Returns a list of products matching the criteria.

[
    {
        "id": 1,
        "title": "Casio Men's Watch",
        "price": 150.0,
        "overall_rating": 4.5,
        "total_reviews": 100,
        "availability": "In Stock",
        "model": "G-Shock",
        "material": "Resin",
        "item_length": "7 inches",
        "length": "7 inches",
        "clasp": "Buckle",
        "model_number": "GA100-1A1",
        "link": "https://www.amazon.com/product/12345"
    }
]

Example Request:

GET /products?brand=Casio&min_price=100.0&max_price=300.0&min_rating=4.0&page=1&limit=5

2. Get Top Products

Endpoint: /products/top
Method: GET
Description: Retrieves a list of top-rated products based on reviews and ratings.

Query Parameters:

Parameter	Type	Description	Example
`limit`	`int`	(Optional) Number of top products to retrieve.

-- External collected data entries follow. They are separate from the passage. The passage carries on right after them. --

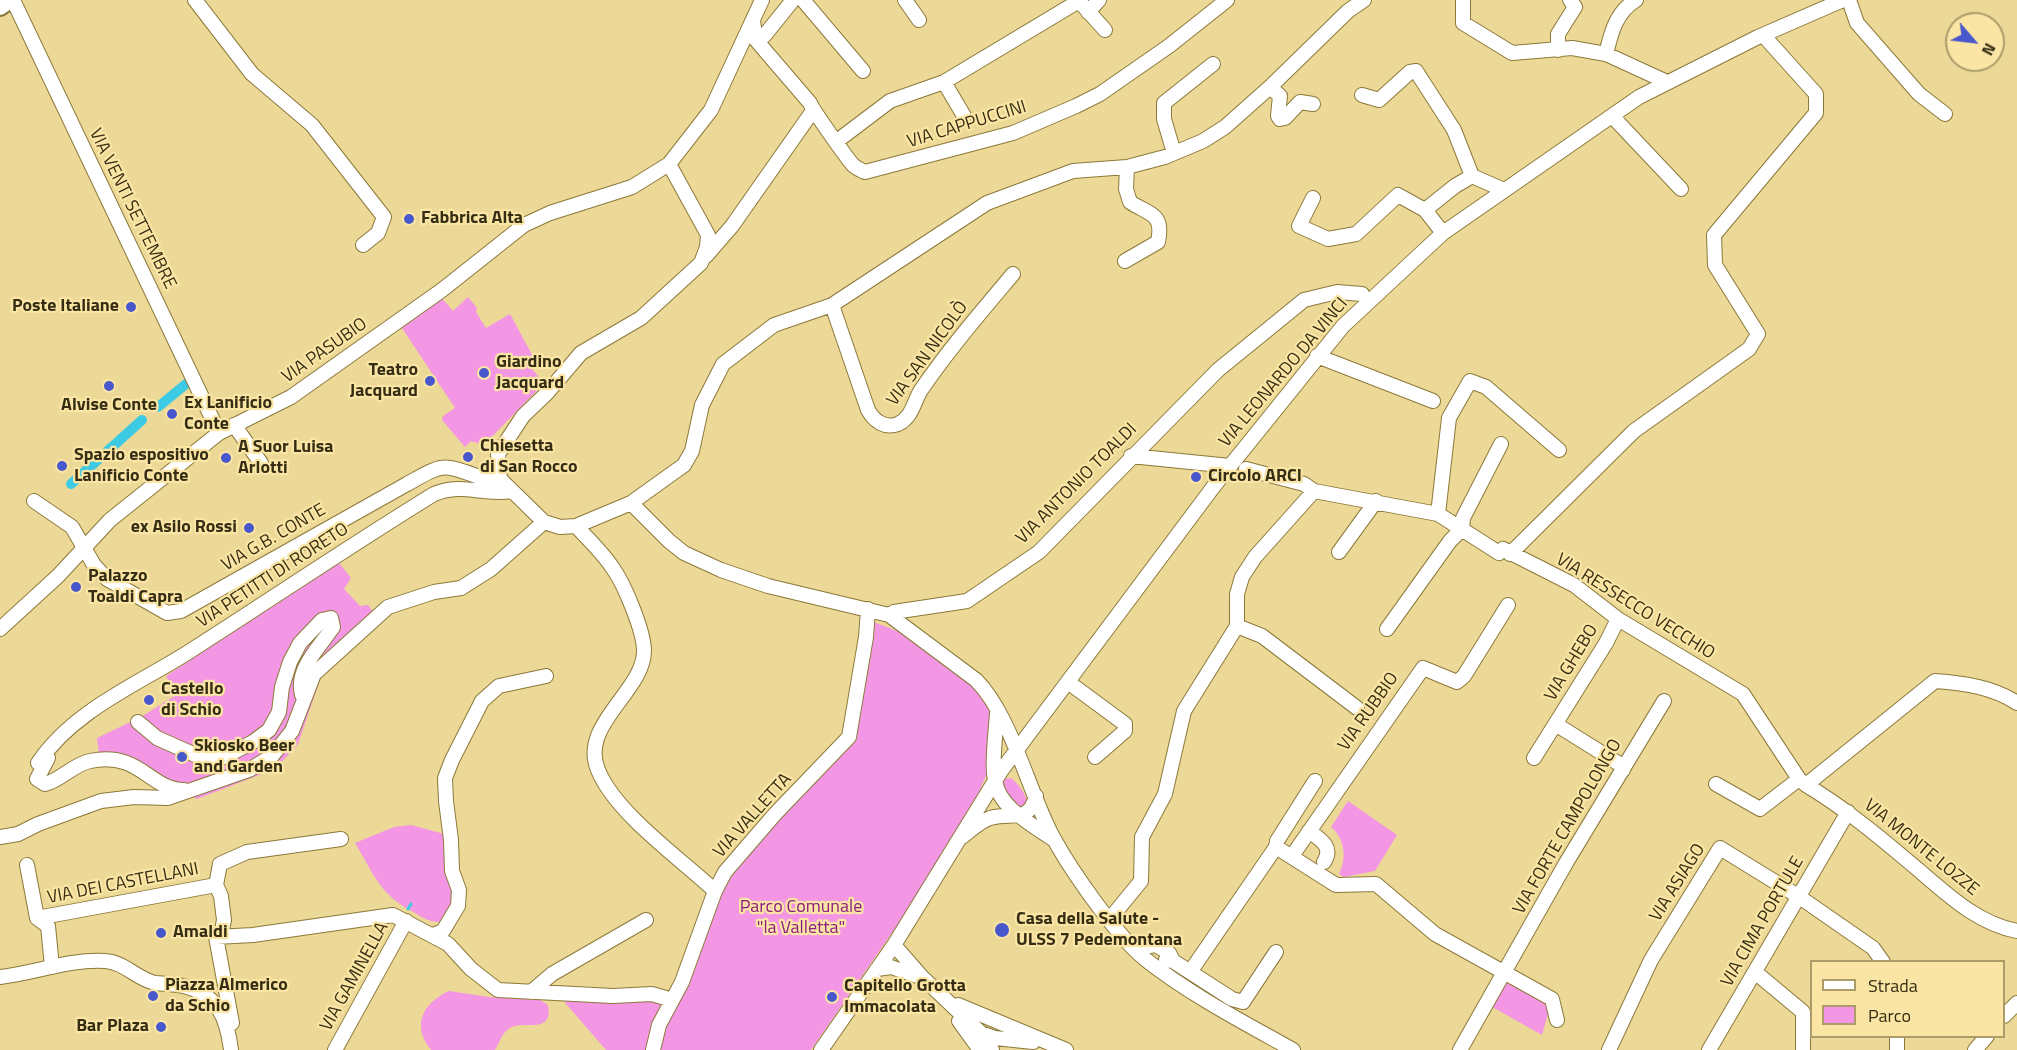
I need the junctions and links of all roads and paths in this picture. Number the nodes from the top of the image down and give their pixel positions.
1 (11, 0) edge
2 (195, 0) edge
3 (762, 0) edge
4 (793, 0) edge
5 (803, 0) edge
6 (905, 0) edge
7 (1099, 0) edge
8 (1227, 0) edge
9 (1364, 0) edge
10 (1463, 0) edge
11 (1570, 0) edge
12 (1636, 0) edge
13 (1843, 0) edge
14 (1849, 0) edge
15 (1081, 4) edge
16 (0, 7) edge
17 (919, 20) dead end
18 (753, 21) junction
19 (1105, 30) dead end
20 (1763, 35) junction
21 (756, 40) junction
22 (741, 50) junction
23 (1558, 50) junction
24 (1606, 54) junction
25 (772, 61) junction
26 (1213, 64) dead end
27 (863, 71) dead end
28 (944, 82) junction
29 (1667, 82) junction
30 (1270, 87) junction
31 (1362, 95) dead end
32 (1313, 104) dead end
33 (812, 111) junction
34 (1946, 114) dead end
35 (964, 116) dead end
36 (1612, 116) junction
37 (837, 141) junction
38 (1174, 153) junction
39 (669, 164) junction
40 (1127, 167) junction
41 (1472, 176) junction
42 (1681, 189) dead end
43 (1504, 190) junction
44 (1313, 198) dead end
45 (1425, 210) junction
46 (704, 225) junction
47 (732, 226) junction
48 (1443, 233) junction
49 (363, 245) dead end
50 (1125, 261) dead end
51 (701, 263) junction
52 (1013, 274) dead end
53 (1362, 294) dead end
54 (832, 305) junction
55 (1317, 356) junction
56 (1433, 401) dead end
57 (234, 425) junction
58 (219, 433) junction
59 (1501, 444) dead end
60 (1559, 450) dead end
61 (1131, 456) junction
62 (261, 463) dead end
63 (1230, 466) junction
64 (1246, 469) dead end
65 (500, 479) junction
66 (511, 491) junction
67 (1314, 491) junction
68 (34, 501) dead end
69 (1376, 501) junction
70 (631, 502) junction
71 (1438, 514) junction
72 (544, 522) junction
73 (576, 526) junction
74 (1462, 529) junction
75 (82, 547) junction
76 (1339, 552) dead end
77 (1510, 554) junction
78 (1508, 605) dead end
79 (868, 609) junction
80 (889, 615) junction
81 (1618, 619) junction
82 (1237, 626) junction
83 (0, 629) edge
84 (1387, 629) dead end
85 (546, 676) dead end
86 (1068, 682) junction
87 (1664, 701) dead end
88 (304, 703) junction
89 (2017, 703) edge
90 (1357, 708) dead end
91 (997, 712) junction
92 (138, 722) dead end
93 (1557, 725) junction
94 (66, 730) junction
95 (994, 745) junction
96 (1016, 751) junction
97 (1095, 757) dead end
98 (1534, 758) dead end
99 (38, 763) dead end
100 (1623, 770) junction
101 (997, 776) junction
102 (1029, 781) junction
103 (1315, 781) dead end
104 (1802, 782) junction
105 (1716, 784) dead end
106 (186, 790) junction
107 (1036, 796) junction
108 (976, 807) junction
109 (1848, 812) junction
110 (1017, 816) junction
111 (1309, 831) junction
112 (0, 837) edge
113 (341, 838) dead end
114 (1053, 839) junction
115 (956, 842) junction
116 (1276, 847) junction
117 (1292, 856) junction
118 (1324, 862) dead end
119 (27, 865) dead end
120 (216, 885) junction
121 (715, 891) junction
122 (1798, 896) junction
123 (37, 918) junction
124 (646, 920) dead end
125 (1109, 920) junction
126 (406, 921) junction
127 (2017, 931) edge
128 (433, 935) junction
129 (216, 937) junction
130 (894, 945) junction
131 (1276, 952) dead end
132 (1139, 953) junction
133 (1173, 960) junction
134 (1882, 960) edge
135 (1154, 965) junction
136 (52, 967) junction
137 (877, 969) junction
138 (1190, 972) junction
139 (1755, 972) junction
140 (1504, 973) junction
141 (0, 976) edge
142 (922, 978) junction
143 (531, 992) junction
144 (938, 992) junction
145 (672, 999) junction
146 (949, 1003) junction
147 (2017, 1004) edge
148 (2005, 1015) edge
149 (1557, 1020) dead end
150 (228, 1028) junction
151 (981, 1033) junction
152 (1985, 1038) edge
153 (1032, 1042) junction
154 (1050, 1044) junction
155 (231, 1050) edge
156 (335, 1050) edge
157 (653, 1050) edge
158 (821, 1050) edge
159 (980, 1050) edge
160 (992, 1050) edge
161 (1014, 1050) edge
162 (1066, 1050) edge
163 (1293, 1050) edge
164 (1460, 1050) edge
165 (1609, 1050) edge
166 (1709, 1050) edge
167 (1803, 1050) edge
168 (1975, 1050) edge

1 - 16 main road
1 - 58 street, VIA VENTI SETTEMBRE
2 - 49 street
3 - 18 street
4 - 21 street
5 - 27 street
6 - 17 street
7 - 15 street
8 - 37 street, VIA CAPPUCCINI
9 - 30 street
10 - 23 street
11 - 23 street
12 - 24 street
13 - 20 street, VIA LEONARDO DA VINCI
14 - 34 street
15 - 19 street
15 - 28 street
18 - 21 street, VIA CAPPUCCINI
18 - 22 street
20 - 29 street, VIA LEONARDO DA VINCI
20 - 77 street
21 - 25 street, VIA CAPPUCCINI
22 - 25 street, VIA CAPPUCCINI
22 - 39 street
23 - 24 street
24 - 29 street
25 - 33 street, VIA CAPPUCCINI
26 - 38 street
28 - 35 street
28 - 37 street
29 - 36 street, VIA LEONARDO DA VINCI
30 - 32 street
30 - 38 street
31 - 41 street
33 - 37 street, VIA CAPPUCCINI
33 - 47 street
36 - 42 street
36 - 43 street, VIA LEONARDO DA VINCI
38 - 40 street
39 - 46 street
39 - 57 street, VIA PASUBIO
40 - 50 street
40 - 54 street
41 - 43 street
41 - 45 street
43 - 48 street, VIA LEONARDO DA VINCI
44 - 45 street
45 - 48 street
46 - 47 street
46 - 51 street
47 - 51 street
48 - 55 street, VIA LEONARDO DA VINCI
51 - 65 street
52 - 54 street, VIA SAN NICOLÒ
53 - 61 street, VIA ANTONIO TOALDI
54 - 70 street
55 - 56 street
55 - 63 street, VIA LEONARDO DA VINCI
57 - 58 street, VIA PASUBIO
57 - 62 street
58 - 75 street, VIA PASUBIO
59 - 74 street
60 - 71 street
61 - 63 street
61 - 80 street, VIA ANTONIO TOALDI
63 - 86 street, VIA LEONARDO DA VINCI
64 - 67 street, VIA RESSECCO VECCHIO
65 - 66 street
65 - 75 street, VIA G.B. CONTE
66 - 72 street
66 - 94 street, VIA PETITTI DI RORETO
67 - 69 street, VIA RESSECCO VECCHIO
67 - 82 street
68 - 75 street, VIA G.B. CONTE
69 - 71 street, VIA RESSECCO VECCHIO
69 - 76 street
70 - 73 street
70 - 79 street, VIA ANTONIO TOALDI
71 - 74 street, VIA RESSECCO VECCHIO
72 - 73 street
72 - 88 street
73 - 121 street
74 - 77 street, VIA RESSECCO VECCHIO
74 - 84 street
75 - 83 street, VIA PASUBIO
77 - 81 street, VIA RESSECCO VECCHIO
78 - 111 street, VIA RUBBIO
79 - 80 street, VIA ANTONIO TOALDI
79 - 121 street, VIA VALLETTA
80 - 91 street
81 - 93 street, VIA GHEBO
81 - 104 street, VIA RESSECCO VECCHIO
82 - 90 street
82 - 125 street
85 - 128 street
86 - 96 street, VIA LEONARDO DA VINCI
86 - 97 street
87 - 100 street, VIA FORTE CAMPOLONGO
88 - 92 street
88 - 106 street
89 - 104 street
91 - 95 street
91 - 96 street
93 - 98 street, VIA GHEBO
93 - 100 street, VIA GHEBO
94 - 99 street, VIA PETITTI DI RORETO
94 - 106 street, VIA PETITTI DI RORETO
95 - 101 street
95 - 108 street, VIA LEONARDO DA VINCI
96 - 101 street, VIA LEONARDO DA VINCI
96 - 102 street
100 - 140 street, VIA FORTE CAMPOLONGO
101 - 102 street
101 - 108 street, VIA LEONARDO DA VINCI
101 - 110 street
102 - 107 street
103 - 116 street
104 - 105 street
104 - 109 street, VIA MONTE LOZZE
106 - 112 street
107 - 110 street
107 - 114 street
108 - 115 street, VIA LEONARDO DA VINCI
109 - 122 street, VIA CIMA PORTULE
109 - 127 street, VIA MONTE LOZZE
110 - 114 street
110 - 115 street, VIA LEONARDO DA VINCI
111 - 117 street, VIA RUBBIO
111 - 118 street
113 - 120 street
114 - 125 street
115 - 130 street, VIA LEONARDO DA VINCI
116 - 117 street
116 - 138 street
117 - 140 street
119 - 123 street
120 - 123 street, VIA DEI CASTELLANI
120 - 129 street
121 - 145 street, VIA VALLETTA
122 - 134 street, VIA ASIAGO
122 - 139 street, VIA CIMA PORTULE
122 - 165 street, VIA ASIAGO
123 - 136 street
124 - 143 street
125 - 132 street
126 - 128 street
126 - 129 street
126 - 156 street, VIA GAMINELLA
128 - 143 street
129 - 150 street
130 - 137 street, VIA LEONARDO DA VINCI
130 - 142 street
131 - 138 street
132 - 133 street
132 - 135 street
133 - 135 street
133 - 138 street
135 - 163 street
136 - 141 street
136 - 150 street
137 - 142 street
137 - 158 street, VIA LEONARDO DA VINCI
139 - 166 street, VIA CIMA PORTULE
139 - 167 street
140 - 149 street
140 - 164 street, VIA FORTE CAMPOLONGO
142 - 144 street
143 - 145 street
144 - 146 street
144 - 154 street
145 - 157 street, VIA VALLETTA
146 - 151 street
146 - 159 street
147 - 148 street
150 - 155 street
151 - 153 street
151 - 160 street
152 - 168 street
153 - 154 street
153 - 161 street
154 - 162 street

Default is 10.	`10`

Response (200 OK):

Returns a list of top products.

[
    {
        "id": 1,
        "title": "Casio Men's Watch",
        "price": 150.0,
        "overall_rating": 4.5,
        "total_reviews": 100,
        "availability": "In Stock",
        "model": "G-Shock",
        "material": "Resin",
        "item_length": "7 inches",
        "length": "7 inches",
        "clasp": "Buckle",
        "model_number": "GA100-1A1",
        "link": "https://www.amazon.com/product/12345"
    }
]

Example Request:

GET /products/top?limit=5

3. Get Product Reviews

Endpoint: /products/{product_id}/reviews
Method: GET
Description: Retrieves a list of reviews for a specific product.

Path Parameters:

Parameter	Type	Description	Example
`product_id`	`int`	ID of the product to retrieve reviews for	`1`

Query Parameters:

Parameter	Type	Description	Example
`page`	`int`	(Optional) Page number for pagination. Default is 1.	`1`
`limit`	`int`	(Optional) Number of reviews per page. Default is 10.	`10`

Response (200 OK):

Returns a list of reviews for the specified product.

[
    {
        "reviewer_name": "John Doe",
        "review_text": "Great product, very durable and stylish!",
        "review_rating": "5.0",
        "review_date": "2023-01-15"
    },
    {
        "reviewer_name": "Jane Smith",
        "review_text": "Good value for the price, but the strap is a bit uncomfortable.",
        "review_rating": "4.0",
        "review_date": "2023-02-10"
    }
]

Database Schema (Amazon Watches)

The table amazon_watches stores product and review information with the following fields:

id: Product ID
title: Product title
price: Product price
overall_rating: Overall rating (as string, extracted and cast as float)
total_reviews: Total number of reviews (as string, extracted and cast as integer)
availability: Product availability status
model: Product model name
material: Product material
item_length: Length of the item
length: Product length
clasp: Type of clasp used
model_number: Model number
link: URL link to the product page
Review fields (e.g., reviewer_name_1, review_text_1, review_rating_1, etc.)

Running the API

Requirements

Python 3.x
FastAPI
Uvicorn
PostgreSQL

Start the API

Run the following command to start the API:

uvicorn api_v1:app --reload

Service Deployment

AWS Elastic Beanstalk Deployment Guide FastAPI & Scraping Task

The following description provides a rough idea on the step-by-step approach I would take to deploying a FastAPI application and a periodic scraping task on AWS using Elastic Beanstalk, Amazon RDS for PostgreSQL, and AWS Lambda for scheduling.

Why Elastic Beanstalk?

Managed Environment: Elastic Beanstalk handles infrastructure management, load balancing, scaling, and monitoring.
Scalability: Automatically adjusts based on application traffic.
Integration: Easily integrates with AWS services like RDS, S3, CloudWatch, and IAM.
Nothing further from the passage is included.